**What is needed**
Transcribe each of the entries exactly.

**The data**

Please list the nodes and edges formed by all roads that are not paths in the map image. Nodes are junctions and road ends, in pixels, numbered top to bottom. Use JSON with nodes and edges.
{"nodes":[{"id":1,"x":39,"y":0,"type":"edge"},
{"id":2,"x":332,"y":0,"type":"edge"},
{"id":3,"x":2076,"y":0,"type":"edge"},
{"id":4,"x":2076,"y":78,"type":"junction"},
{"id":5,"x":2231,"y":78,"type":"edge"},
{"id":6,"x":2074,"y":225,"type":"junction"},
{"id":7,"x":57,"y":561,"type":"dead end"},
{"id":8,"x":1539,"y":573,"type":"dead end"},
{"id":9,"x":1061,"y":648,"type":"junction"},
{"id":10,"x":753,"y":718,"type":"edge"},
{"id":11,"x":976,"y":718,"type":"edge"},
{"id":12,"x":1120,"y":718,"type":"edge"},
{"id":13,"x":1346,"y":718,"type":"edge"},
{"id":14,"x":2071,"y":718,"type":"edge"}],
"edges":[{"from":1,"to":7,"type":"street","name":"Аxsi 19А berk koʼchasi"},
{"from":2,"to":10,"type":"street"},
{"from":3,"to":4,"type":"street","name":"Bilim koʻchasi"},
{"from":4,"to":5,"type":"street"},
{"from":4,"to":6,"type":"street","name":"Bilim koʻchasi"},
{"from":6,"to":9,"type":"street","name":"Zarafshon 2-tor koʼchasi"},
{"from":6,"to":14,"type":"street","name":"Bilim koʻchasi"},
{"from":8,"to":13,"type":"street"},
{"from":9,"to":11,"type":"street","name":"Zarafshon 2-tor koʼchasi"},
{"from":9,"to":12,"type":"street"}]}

**Answer to this task**
Please list the nodes and edges formed by all roads that are not paths in the map image. Nodes are junctions and road ends, in pixels, numbered top to bottom. Use JSON with nodes and edges.
{"nodes":[{"id":1,"x":39,"y":0,"type":"edge"},
{"id":2,"x":332,"y":0,"type":"edge"},
{"id":3,"x":2076,"y":0,"type":"edge"},
{"id":4,"x":2076,"y":78,"type":"junction"},
{"id":5,"x":2231,"y":78,"type":"edge"},
{"id":6,"x":2074,"y":225,"type":"junction"},
{"id":7,"x":57,"y":561,"type":"dead end"},
{"id":8,"x":1539,"y":573,"type":"dead end"},
{"id":9,"x":1061,"y":648,"type":"junction"},
{"id":10,"x":753,"y":718,"type":"edge"},
{"id":11,"x":976,"y":718,"type":"edge"},
{"id":12,"x":1120,"y":718,"type":"edge"},
{"id":13,"x":1346,"y":718,"type":"edge"},
{"id":14,"x":2071,"y":718,"type":"edge"}],
"edges":[{"from":1,"to":7,"type":"street","name":"Аxsi 19А berk koʼchasi"},
{"from":2,"to":10,"type":"street"},
{"from":3,"to":4,"type":"street","name":"Bilim koʻchasi"},
{"from":4,"to":5,"type":"street"},
{"from":4,"to":6,"type":"street","name":"Bilim koʻchasi"},
{"from":6,"to":9,"type":"street","name":"Zarafshon 2-tor koʼchasi"},
{"from":6,"to":14,"type":"street","name":"Bilim koʻchasi"},
{"from":8,"to":13,"type":"street"},
{"from":9,"to":11,"type":"street","name":"Zarafshon 2-tor koʼchasi"},
{"from":9,"to":12,"type":"street"}]}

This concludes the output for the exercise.